Yup. Same here. I'm actually in the middle of bisect, just got to the
block pull, and was going to report that the pull was broken.

I don't have a full bisect done yet.

              Linus
Jens Axboe March 12, 2024, 12:02 a.m. UTC | #5
On 3/11/24 5:58 PM, Linus Torvalds wrote:
> On Mon, 11 Mar 2024 at 16:50, Johannes Weiner <hannes@cmpxchg.org> wrote:
>>
>> My desktop fails to decrypt /home on boot with this:
> 
> Yup. Same here. I'm actually in the middle of bisect, just got to the
> block pull, and was going to report that the pull was broken.
> 
> I don't have a full bisect done yet.

Just revert that commit it for now. Christoph has a pending fix, but it
wasn't reported against this pretty standard use case. Very odd that
we haven't seen that yet.

Sorry about that!
Linus Torvalds March 12, 2024, 12:21 a.m. UTC | #6
On Mon, 11 Mar 2024 at 17:02, Jens Axboe <axboe@kernel.dk> wrote:
>
> Just revert that commit it for now.

Done.

I have to say, this is *not* some odd config here. It's literally a
default Fedora setup with encrypted volumes.

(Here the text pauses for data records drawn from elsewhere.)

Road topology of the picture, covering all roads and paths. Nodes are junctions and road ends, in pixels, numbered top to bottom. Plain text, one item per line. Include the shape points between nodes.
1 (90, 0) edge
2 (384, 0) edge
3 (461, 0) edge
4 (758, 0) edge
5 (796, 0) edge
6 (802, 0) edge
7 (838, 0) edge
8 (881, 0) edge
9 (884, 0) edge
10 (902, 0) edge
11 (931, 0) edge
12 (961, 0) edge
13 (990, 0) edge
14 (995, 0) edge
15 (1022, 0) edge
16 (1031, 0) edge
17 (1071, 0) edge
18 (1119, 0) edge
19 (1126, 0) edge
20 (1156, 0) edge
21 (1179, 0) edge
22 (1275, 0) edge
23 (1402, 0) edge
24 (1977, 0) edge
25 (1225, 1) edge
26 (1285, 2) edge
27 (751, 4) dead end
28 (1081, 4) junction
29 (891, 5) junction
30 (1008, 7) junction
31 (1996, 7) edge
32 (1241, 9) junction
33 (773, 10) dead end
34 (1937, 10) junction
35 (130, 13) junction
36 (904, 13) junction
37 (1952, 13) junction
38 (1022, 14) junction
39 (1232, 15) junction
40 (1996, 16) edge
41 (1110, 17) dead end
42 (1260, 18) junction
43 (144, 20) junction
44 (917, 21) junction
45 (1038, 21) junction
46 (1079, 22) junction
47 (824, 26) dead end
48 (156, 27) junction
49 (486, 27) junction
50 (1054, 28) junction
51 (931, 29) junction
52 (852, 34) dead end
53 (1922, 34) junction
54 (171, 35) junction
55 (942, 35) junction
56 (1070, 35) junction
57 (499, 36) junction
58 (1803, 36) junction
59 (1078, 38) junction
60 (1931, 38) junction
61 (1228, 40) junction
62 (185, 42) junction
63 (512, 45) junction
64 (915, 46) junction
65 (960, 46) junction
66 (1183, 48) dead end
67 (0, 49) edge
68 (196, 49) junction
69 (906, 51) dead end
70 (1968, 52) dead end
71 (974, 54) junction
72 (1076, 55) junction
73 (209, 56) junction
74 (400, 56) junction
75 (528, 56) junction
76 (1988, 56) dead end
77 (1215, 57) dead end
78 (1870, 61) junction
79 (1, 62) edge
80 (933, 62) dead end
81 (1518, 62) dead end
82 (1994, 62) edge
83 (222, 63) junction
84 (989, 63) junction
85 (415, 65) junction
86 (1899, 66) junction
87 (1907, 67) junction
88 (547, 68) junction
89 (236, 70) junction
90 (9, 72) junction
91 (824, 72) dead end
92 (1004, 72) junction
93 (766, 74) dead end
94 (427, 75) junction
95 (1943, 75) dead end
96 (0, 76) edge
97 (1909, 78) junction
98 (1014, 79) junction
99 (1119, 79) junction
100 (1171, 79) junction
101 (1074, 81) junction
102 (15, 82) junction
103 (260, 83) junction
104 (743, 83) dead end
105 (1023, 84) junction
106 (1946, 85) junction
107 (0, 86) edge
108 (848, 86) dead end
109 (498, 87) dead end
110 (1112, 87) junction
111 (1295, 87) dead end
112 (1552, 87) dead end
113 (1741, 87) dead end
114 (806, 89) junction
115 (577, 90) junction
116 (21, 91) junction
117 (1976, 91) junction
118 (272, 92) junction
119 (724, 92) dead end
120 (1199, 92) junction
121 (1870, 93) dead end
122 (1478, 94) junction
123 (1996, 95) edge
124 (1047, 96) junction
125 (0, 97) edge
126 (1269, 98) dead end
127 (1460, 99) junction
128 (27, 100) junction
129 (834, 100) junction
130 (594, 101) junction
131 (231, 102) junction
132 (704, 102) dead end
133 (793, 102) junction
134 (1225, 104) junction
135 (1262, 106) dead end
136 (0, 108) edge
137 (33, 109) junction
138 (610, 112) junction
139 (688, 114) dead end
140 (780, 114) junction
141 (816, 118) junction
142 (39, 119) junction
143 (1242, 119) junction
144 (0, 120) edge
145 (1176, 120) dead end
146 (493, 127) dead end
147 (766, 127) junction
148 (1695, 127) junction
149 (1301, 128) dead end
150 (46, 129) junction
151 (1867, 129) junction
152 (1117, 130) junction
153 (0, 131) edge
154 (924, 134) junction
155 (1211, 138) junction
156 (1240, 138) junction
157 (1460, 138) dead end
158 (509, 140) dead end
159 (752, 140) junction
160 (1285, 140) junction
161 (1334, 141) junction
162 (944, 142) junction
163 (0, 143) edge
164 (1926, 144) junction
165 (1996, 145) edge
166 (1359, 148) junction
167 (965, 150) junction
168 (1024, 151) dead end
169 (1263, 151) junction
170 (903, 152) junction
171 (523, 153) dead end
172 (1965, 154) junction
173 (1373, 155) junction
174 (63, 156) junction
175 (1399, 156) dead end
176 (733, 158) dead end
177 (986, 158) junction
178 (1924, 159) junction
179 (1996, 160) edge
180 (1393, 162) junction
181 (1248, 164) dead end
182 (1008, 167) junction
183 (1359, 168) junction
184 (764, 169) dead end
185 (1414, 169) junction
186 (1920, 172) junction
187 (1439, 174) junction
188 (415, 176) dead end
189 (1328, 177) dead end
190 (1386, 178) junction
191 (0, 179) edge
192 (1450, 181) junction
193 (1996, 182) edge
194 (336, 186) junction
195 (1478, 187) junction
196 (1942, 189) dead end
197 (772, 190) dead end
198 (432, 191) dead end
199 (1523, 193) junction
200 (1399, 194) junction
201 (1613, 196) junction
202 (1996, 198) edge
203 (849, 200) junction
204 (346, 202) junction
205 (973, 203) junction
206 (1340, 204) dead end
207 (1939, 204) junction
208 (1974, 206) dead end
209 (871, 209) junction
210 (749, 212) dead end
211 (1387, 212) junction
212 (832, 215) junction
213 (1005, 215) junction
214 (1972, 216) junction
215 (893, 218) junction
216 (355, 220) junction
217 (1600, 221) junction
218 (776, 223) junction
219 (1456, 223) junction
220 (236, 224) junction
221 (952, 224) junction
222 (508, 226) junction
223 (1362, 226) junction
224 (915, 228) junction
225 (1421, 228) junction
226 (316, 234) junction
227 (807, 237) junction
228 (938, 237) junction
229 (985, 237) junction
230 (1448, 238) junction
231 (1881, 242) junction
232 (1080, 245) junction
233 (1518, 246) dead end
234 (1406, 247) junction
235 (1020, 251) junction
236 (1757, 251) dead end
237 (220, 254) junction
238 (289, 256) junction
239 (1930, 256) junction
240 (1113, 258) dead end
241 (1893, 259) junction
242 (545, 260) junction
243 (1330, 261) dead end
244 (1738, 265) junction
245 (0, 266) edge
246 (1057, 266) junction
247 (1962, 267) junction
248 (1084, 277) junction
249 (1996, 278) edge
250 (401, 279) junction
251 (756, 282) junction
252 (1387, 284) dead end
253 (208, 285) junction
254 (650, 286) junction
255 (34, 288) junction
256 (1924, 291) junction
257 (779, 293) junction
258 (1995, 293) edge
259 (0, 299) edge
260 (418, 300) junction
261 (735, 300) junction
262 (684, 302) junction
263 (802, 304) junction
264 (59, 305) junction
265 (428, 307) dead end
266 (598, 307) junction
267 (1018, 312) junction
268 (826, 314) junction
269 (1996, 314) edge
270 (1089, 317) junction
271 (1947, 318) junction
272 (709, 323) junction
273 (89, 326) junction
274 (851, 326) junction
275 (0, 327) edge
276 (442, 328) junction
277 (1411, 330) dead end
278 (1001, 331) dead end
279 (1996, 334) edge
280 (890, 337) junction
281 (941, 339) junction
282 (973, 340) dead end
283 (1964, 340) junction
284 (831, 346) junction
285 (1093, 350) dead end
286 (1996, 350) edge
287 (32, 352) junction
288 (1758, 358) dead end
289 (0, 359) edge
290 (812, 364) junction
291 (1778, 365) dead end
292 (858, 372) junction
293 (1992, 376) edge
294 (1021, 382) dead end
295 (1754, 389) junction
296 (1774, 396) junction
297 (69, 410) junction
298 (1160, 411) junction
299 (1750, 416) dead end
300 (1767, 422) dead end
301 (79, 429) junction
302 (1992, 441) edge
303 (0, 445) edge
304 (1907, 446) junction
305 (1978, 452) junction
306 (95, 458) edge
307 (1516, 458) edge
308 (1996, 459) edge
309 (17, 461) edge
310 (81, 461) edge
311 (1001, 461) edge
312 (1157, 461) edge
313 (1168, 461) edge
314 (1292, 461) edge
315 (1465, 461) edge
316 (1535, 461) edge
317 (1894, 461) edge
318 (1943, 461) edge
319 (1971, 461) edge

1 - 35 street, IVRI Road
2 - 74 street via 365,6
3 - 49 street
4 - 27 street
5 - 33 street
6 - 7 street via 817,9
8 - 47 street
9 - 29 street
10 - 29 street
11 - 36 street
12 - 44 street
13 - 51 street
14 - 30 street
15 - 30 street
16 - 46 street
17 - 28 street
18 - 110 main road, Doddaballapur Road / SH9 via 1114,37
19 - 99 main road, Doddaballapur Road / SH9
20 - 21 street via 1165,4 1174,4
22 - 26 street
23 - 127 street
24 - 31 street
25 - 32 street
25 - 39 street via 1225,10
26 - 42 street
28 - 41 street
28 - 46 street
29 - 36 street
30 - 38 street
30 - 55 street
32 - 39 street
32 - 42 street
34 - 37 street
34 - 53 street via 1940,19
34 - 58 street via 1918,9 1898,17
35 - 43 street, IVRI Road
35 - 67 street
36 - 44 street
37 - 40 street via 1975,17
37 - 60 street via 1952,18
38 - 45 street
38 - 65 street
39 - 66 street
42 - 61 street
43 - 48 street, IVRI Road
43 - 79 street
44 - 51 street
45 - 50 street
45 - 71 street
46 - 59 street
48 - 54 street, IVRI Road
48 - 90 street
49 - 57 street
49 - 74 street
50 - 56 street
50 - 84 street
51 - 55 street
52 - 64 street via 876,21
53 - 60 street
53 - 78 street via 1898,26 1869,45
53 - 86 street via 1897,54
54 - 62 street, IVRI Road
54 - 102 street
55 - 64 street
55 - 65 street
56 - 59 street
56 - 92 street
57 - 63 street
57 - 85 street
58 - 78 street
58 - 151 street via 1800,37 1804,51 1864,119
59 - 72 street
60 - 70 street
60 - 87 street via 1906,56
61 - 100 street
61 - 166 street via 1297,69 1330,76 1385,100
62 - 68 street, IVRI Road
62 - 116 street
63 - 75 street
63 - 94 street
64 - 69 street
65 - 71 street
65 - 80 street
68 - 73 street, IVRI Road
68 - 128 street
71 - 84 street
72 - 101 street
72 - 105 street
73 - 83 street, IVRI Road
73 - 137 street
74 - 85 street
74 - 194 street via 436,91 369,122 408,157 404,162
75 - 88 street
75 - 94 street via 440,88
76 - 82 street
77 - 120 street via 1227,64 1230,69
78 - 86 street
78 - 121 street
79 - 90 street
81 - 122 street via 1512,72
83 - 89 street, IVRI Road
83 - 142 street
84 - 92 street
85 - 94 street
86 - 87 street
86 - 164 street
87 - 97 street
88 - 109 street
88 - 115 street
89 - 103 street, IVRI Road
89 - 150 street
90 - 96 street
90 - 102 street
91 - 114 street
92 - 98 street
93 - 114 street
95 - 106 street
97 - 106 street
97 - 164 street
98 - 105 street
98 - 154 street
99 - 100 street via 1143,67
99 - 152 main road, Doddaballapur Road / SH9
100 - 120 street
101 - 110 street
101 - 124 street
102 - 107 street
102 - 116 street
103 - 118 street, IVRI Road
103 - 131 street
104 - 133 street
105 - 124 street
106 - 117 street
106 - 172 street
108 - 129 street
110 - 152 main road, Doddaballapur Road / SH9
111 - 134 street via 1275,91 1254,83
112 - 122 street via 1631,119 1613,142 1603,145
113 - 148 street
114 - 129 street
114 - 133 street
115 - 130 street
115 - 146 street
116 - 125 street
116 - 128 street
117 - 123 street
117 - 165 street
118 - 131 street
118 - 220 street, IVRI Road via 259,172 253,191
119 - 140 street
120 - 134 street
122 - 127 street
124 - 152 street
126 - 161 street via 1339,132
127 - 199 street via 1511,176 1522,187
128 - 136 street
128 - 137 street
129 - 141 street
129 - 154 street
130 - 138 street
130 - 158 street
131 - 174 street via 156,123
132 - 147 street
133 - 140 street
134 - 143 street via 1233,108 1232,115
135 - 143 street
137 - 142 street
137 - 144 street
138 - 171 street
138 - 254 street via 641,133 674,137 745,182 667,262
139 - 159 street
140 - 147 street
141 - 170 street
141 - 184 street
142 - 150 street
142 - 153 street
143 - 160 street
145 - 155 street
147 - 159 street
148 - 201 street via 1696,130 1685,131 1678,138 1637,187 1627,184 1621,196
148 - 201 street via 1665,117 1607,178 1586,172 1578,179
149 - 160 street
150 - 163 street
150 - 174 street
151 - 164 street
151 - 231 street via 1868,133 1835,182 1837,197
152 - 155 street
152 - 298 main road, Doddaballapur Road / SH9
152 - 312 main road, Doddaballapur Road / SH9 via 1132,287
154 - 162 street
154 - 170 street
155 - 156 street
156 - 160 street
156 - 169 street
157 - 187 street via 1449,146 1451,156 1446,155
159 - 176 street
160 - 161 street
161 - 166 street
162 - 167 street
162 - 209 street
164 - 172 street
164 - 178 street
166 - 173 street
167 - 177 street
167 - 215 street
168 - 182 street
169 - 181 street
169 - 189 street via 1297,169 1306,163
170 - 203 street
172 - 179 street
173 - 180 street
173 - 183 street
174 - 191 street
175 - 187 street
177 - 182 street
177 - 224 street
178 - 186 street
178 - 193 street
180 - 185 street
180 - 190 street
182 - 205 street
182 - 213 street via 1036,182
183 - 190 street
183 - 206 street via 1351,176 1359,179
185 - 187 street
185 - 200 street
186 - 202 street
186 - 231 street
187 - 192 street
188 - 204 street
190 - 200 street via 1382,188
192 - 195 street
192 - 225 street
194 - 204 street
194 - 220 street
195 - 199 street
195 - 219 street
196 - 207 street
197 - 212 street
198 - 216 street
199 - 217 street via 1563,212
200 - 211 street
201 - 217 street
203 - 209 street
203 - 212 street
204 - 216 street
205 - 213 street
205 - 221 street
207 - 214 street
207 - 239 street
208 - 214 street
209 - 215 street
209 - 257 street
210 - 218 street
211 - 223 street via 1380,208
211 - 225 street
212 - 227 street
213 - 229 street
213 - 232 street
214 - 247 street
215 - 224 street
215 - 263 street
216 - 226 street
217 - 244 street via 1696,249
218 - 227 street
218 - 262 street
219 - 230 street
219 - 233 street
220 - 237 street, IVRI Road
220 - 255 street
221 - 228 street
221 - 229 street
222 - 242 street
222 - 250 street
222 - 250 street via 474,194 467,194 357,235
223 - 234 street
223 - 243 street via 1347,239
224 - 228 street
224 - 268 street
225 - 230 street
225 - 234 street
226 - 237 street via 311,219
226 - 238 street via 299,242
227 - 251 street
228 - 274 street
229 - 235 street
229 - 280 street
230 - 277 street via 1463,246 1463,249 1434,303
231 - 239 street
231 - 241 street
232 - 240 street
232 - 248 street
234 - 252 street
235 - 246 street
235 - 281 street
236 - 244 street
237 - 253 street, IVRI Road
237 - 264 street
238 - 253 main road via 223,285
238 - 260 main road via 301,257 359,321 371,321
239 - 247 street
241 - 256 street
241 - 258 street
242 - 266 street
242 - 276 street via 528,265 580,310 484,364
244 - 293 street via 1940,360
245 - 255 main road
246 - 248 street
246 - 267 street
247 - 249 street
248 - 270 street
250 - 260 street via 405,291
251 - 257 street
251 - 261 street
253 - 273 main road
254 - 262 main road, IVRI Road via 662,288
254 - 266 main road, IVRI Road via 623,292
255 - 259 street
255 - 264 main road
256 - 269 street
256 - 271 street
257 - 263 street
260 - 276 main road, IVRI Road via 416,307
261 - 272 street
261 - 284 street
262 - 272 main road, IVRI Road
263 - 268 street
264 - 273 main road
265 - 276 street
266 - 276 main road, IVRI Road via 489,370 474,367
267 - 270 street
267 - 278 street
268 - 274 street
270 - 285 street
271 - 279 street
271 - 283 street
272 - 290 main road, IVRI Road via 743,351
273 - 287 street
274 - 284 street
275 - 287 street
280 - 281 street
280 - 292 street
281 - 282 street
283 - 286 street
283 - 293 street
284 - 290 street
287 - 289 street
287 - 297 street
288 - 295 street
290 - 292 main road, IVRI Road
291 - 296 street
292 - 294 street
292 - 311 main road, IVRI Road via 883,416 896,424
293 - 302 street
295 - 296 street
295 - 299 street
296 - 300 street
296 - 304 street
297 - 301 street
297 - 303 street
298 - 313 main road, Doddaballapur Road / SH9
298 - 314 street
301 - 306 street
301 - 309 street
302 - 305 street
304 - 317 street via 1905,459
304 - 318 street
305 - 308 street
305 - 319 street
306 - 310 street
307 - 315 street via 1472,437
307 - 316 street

So the fact that this got reported after I merged this shows a
complete lack of testing.

It also makes me suspect that you do all your performance-testing on
something that may show great performance, but isn't perhaps the best
thing to actually use.

May I suggest you start looking at encrypted volumes, and do your
performance work on those for a while?

Yes, it will suck to see the crypto overhead, but hey, it's also real
life for real loads, so...

             Linus
Mike Snitzer March 12, 2024, 12:25 a.m. UTC | #7
On Mon, Mar 11 2024 at  8:02P -0400,
Jens Axboe <axboe@kernel.dk> wrote:

> On 3/11/24 5:58 PM, Linus Torvalds wrote:
> > On Mon, 11 Mar 2024 at 16:50, Johannes Weiner <hannes@cmpxchg.org> wrote:
> >>
> >> My desktop fails to decrypt /home on boot with this:
> > 
> > Yup. Same here. I'm actually in the middle of bisect, just got to the
> > block pull, and was going to report that the pull was broken.
> > 
> > I don't have a full bisect done yet.
> 
> Just revert that commit it for now. Christoph has a pending fix, but it
> wasn't reported against this pretty standard use case.

That fix is specific to discards being larger than supported (and FYI,
I did include it in the dm-6.9 pull request).

But Hannes' backtrace points to block/blk-settings.c:192 which is:

                if (WARN_ON_ONCE(lim->max_segment_size &&
                                 lim->max_segment_size != UINT_MAX))
                        return -EINVAL;
                lim->max_segment_size = UINT_MAX;

> Very odd that we haven't seen that yet.

It is odd.  dm-6.9 is based on the block tree for 6.9, which included
8e0ef412869 ("dm: use queue_limits_set").  And I ran the full
cryptsetup testsuite against my for-next branch to validate dm-crypt
and dm-verity working with Tejun's BH workqueue changes.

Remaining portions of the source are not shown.